We must understand the concepts of rise over run. Rise is how high each step goes up while Run is how much flat horizontal depth it has. There is a golden ratio for stairs, outside of which you will subconsciously trip over or feel discomfort because the steps are too high or too shallow. The maximum distance between top of the steps from the next step up to the original should not exceed 7.5”. The minimum depth of the step should be 10”. The ideal stairway should be around 7” Rise to 11” Run.

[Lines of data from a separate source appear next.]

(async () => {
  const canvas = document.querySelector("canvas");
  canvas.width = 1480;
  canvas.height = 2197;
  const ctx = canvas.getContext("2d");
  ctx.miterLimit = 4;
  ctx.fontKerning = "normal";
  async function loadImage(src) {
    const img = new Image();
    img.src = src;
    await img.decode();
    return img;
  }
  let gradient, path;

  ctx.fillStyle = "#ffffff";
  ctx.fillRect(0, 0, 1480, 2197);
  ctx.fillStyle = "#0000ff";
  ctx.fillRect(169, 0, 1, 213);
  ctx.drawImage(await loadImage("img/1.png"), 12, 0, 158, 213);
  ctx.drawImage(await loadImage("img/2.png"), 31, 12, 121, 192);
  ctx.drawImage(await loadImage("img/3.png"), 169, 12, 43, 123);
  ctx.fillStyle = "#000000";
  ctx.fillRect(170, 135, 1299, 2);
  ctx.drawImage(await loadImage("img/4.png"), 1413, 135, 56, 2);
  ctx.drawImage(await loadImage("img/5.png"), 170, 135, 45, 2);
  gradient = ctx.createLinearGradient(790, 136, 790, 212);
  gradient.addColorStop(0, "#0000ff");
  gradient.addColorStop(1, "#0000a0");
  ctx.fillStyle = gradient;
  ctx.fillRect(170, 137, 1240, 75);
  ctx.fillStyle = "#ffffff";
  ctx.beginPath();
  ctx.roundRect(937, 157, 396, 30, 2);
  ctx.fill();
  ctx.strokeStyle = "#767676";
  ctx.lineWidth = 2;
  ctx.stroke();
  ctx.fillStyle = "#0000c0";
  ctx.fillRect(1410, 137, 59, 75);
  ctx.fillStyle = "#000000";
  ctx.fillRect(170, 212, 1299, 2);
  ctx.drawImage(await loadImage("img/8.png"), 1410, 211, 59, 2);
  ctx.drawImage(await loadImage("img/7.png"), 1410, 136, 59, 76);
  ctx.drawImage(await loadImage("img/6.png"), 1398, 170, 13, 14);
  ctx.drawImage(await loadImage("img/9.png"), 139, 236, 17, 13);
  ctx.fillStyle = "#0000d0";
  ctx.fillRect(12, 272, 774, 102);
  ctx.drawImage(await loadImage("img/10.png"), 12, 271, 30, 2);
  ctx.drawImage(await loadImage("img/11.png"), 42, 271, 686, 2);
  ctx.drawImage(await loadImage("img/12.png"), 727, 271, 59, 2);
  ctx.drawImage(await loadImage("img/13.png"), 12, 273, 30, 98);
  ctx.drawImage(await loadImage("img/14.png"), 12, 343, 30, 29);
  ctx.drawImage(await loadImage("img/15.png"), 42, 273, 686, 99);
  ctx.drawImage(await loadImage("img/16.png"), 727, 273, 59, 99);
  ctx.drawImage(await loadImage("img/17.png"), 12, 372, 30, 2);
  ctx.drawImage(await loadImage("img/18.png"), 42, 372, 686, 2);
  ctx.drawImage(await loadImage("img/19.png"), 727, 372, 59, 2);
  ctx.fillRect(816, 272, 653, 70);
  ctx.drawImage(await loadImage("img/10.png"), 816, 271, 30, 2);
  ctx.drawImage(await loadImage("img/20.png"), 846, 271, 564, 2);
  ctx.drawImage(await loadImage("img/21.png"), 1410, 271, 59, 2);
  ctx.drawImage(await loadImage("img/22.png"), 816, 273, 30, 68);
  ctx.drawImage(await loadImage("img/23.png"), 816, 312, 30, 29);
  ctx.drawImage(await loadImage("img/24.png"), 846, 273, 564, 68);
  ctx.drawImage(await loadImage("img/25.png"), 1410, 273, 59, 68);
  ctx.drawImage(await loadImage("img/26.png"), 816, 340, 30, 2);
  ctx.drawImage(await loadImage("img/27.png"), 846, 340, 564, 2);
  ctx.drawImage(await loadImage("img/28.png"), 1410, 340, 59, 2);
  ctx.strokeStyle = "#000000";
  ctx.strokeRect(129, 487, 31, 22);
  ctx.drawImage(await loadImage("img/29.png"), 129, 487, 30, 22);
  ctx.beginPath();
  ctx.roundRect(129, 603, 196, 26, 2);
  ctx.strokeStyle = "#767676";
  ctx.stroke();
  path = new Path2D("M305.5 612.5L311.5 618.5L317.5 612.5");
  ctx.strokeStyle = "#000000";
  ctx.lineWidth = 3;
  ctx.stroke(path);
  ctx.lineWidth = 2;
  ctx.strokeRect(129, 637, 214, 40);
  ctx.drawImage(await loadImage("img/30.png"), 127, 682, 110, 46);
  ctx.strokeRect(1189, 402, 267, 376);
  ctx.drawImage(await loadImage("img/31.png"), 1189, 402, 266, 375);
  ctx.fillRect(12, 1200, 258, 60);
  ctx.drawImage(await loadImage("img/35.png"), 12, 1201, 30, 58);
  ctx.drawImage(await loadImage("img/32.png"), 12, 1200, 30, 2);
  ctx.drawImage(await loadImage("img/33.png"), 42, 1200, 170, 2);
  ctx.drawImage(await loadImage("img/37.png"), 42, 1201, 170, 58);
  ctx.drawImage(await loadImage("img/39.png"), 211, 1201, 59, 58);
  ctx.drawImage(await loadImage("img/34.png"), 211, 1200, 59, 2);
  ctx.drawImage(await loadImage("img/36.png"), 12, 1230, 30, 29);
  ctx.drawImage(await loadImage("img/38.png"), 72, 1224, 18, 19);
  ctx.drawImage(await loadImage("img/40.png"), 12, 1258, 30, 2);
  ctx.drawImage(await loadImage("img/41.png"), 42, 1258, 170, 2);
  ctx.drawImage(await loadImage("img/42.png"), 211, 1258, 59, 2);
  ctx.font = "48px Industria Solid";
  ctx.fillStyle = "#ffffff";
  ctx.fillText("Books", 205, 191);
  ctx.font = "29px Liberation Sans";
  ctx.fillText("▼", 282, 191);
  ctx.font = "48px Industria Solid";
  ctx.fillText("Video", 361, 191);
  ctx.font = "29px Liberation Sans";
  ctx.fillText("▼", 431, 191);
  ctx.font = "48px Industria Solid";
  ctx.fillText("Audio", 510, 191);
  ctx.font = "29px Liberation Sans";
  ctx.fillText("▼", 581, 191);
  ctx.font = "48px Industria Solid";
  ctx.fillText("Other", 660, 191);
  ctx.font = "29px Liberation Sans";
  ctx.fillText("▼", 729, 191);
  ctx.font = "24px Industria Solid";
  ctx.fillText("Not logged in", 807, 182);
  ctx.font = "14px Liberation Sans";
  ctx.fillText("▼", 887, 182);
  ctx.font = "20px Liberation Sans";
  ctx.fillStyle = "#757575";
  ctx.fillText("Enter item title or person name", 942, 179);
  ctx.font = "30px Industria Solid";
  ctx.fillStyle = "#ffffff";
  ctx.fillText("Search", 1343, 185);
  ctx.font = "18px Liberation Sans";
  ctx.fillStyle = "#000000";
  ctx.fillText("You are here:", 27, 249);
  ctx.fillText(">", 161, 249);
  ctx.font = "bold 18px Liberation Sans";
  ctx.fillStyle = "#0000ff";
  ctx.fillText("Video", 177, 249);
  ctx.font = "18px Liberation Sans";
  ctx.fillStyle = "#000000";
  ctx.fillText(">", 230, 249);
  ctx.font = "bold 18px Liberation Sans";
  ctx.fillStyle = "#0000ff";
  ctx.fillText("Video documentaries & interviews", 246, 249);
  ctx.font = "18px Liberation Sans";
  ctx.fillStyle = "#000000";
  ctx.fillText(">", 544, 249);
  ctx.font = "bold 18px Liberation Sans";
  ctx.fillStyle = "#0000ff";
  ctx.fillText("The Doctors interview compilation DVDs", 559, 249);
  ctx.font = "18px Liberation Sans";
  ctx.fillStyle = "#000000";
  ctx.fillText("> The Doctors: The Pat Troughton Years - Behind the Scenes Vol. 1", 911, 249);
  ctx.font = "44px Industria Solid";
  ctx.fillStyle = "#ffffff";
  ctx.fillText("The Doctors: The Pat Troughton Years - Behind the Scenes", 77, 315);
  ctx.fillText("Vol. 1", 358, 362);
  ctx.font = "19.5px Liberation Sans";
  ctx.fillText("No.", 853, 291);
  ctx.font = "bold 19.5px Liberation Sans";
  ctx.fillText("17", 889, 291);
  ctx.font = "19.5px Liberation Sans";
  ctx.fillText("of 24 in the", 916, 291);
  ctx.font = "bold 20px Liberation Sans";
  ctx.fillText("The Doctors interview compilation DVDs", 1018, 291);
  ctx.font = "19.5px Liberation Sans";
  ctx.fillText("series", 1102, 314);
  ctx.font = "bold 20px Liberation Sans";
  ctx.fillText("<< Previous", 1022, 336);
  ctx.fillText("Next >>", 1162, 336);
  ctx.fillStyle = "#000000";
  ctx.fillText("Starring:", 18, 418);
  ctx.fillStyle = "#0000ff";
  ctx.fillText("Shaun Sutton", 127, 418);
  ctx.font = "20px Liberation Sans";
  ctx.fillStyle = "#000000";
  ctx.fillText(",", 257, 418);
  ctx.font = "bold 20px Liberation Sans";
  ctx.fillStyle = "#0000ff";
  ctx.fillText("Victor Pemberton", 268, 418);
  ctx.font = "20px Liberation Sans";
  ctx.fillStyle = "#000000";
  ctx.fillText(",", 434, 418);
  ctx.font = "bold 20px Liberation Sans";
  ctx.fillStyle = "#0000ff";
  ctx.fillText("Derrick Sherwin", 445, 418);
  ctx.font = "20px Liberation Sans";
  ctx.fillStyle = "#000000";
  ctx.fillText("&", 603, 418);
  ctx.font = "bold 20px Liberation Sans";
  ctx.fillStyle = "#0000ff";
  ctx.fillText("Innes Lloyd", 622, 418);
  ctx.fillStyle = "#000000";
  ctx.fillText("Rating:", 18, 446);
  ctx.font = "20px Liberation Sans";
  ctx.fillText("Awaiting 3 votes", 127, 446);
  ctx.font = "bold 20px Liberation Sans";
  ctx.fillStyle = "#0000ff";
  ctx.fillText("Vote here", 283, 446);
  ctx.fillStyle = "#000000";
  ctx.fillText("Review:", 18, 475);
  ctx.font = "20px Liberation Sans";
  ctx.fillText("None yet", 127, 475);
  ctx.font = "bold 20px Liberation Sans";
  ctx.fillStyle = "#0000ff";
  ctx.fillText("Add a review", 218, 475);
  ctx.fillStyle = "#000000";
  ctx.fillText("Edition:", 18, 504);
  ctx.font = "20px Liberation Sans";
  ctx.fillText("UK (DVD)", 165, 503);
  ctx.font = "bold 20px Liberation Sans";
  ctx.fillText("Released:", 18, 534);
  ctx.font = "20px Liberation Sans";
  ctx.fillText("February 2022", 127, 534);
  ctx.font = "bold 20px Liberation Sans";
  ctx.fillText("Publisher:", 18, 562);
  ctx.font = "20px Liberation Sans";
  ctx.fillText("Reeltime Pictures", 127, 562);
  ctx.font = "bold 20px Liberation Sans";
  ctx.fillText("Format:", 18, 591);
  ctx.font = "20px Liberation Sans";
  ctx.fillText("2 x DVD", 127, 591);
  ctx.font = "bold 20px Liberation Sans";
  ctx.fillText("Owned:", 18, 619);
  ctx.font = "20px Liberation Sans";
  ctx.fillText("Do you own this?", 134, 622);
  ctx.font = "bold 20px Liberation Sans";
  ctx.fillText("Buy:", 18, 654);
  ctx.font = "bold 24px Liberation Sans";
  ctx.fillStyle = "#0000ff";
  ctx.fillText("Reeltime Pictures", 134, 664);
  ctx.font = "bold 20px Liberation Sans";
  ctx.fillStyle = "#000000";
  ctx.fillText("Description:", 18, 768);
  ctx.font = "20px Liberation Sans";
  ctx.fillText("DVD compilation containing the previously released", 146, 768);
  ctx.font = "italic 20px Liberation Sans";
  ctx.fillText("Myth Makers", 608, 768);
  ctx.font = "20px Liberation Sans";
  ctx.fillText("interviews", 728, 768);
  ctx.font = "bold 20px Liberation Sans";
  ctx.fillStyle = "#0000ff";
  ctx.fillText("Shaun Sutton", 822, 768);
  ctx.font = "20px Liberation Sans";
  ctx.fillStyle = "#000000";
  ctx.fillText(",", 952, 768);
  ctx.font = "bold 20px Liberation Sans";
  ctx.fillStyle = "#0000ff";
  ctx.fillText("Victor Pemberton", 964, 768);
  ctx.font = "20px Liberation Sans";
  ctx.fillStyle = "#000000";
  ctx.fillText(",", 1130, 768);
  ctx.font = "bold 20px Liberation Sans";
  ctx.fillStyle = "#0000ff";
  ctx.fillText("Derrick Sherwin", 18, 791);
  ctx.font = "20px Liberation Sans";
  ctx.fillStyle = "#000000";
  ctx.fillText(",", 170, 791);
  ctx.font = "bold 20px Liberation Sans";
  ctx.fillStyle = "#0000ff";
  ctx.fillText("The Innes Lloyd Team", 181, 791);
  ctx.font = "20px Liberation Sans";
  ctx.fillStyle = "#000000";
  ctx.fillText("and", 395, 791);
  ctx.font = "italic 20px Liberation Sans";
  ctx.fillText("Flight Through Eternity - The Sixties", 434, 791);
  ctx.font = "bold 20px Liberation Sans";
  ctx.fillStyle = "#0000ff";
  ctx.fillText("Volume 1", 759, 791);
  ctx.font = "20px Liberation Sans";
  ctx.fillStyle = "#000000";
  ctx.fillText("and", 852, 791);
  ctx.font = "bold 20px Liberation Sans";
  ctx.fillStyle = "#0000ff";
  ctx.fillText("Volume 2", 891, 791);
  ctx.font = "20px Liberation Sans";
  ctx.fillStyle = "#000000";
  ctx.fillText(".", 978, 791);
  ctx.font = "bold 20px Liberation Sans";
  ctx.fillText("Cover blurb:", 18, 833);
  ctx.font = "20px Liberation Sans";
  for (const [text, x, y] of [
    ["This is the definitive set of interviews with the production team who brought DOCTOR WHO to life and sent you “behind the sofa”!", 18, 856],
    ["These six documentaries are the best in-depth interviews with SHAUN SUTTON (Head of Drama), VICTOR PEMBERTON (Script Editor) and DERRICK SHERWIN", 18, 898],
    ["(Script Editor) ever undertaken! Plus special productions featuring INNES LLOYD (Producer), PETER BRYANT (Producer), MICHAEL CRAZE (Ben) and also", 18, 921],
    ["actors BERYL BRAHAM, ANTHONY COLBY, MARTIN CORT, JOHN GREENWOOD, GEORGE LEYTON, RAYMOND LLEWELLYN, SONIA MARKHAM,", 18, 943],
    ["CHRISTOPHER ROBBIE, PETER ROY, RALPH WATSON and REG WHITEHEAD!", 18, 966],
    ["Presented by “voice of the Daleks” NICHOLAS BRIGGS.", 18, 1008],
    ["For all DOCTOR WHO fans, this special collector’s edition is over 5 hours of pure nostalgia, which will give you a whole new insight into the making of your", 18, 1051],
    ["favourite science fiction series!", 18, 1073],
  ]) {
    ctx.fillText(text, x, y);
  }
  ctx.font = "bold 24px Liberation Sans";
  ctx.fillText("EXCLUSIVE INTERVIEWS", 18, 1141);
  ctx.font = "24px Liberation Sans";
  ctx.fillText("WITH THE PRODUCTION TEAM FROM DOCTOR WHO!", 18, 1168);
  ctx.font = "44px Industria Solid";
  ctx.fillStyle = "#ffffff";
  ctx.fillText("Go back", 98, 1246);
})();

Base Prep and Materials Used

A stairs is like a retaining wall but stepping backwards. Excavate the appropriate area that will encompass your stairs. Then you want to ensure the soil is well compacted with a plate compactor to ensure stability. You will want 4-6” of road base gravel on top of this. This will ensure proper drainage for the wet weather here in Victoria BC and a stable base for the stairs to sit on. This road base must be mildly wetted and well compacted as well.

For the actual stairs it’s best to use large retaining wall blocks. Do NOT use the garden wall blocks and especially the ones from places like Home Depot. They are not structurally sound.


First ensure that the distance between the desired height of the finished stairs is flush with whatever surface you are trying to meet. Some basic maths is necessary for this. A jumbo Allan block for example is 8” high and the matching capstone is 4” high. Therefore if you want 4 steps, you will want the road base to come up to 36” (= 4 x 8” + 1 x 4”) below the final grade.

It is critical that not only the road base compacted and secure, but that the first course be totally level left to right and front to back. You will need a dead blow hammer, levels, and lots and lots of patience for this.

Fill the cavities of the blocks with gravel before building up to the next layer. You will be putting capstones on top of the stairs as the stepping surface itself. Capstones need to be glued on with adhesive or use Type S mortar. See our landscaping article here about mortars.

Make sure that each step you are going up is of the correct height. The distance from the top of the next stair to the top of the stair already built should be the desired height of the step. So if you want to go up 7” per step, then that’s the distance you want between the top of the next block and the top of the previous one.


If your stairs go up 30 inches total or more, you will need to add some sort of railings or equivalent structure to the sides. A cheap set of metal railings can be found at the big box hardware stores and they can be drilled into the concrete caps and secured with bolts. The style is up to you of course. It is best practice to check with local bylaws regarding railings.


The idea of building stairs is a bit daunting. There is a bit of math involved and a great deal of planning. Failure to do so will result in a tripping hazard and also stairs that won’t be at the correct height.

However, a well done one can be breathtaking, especially as it blends in with the rest of your landscaping.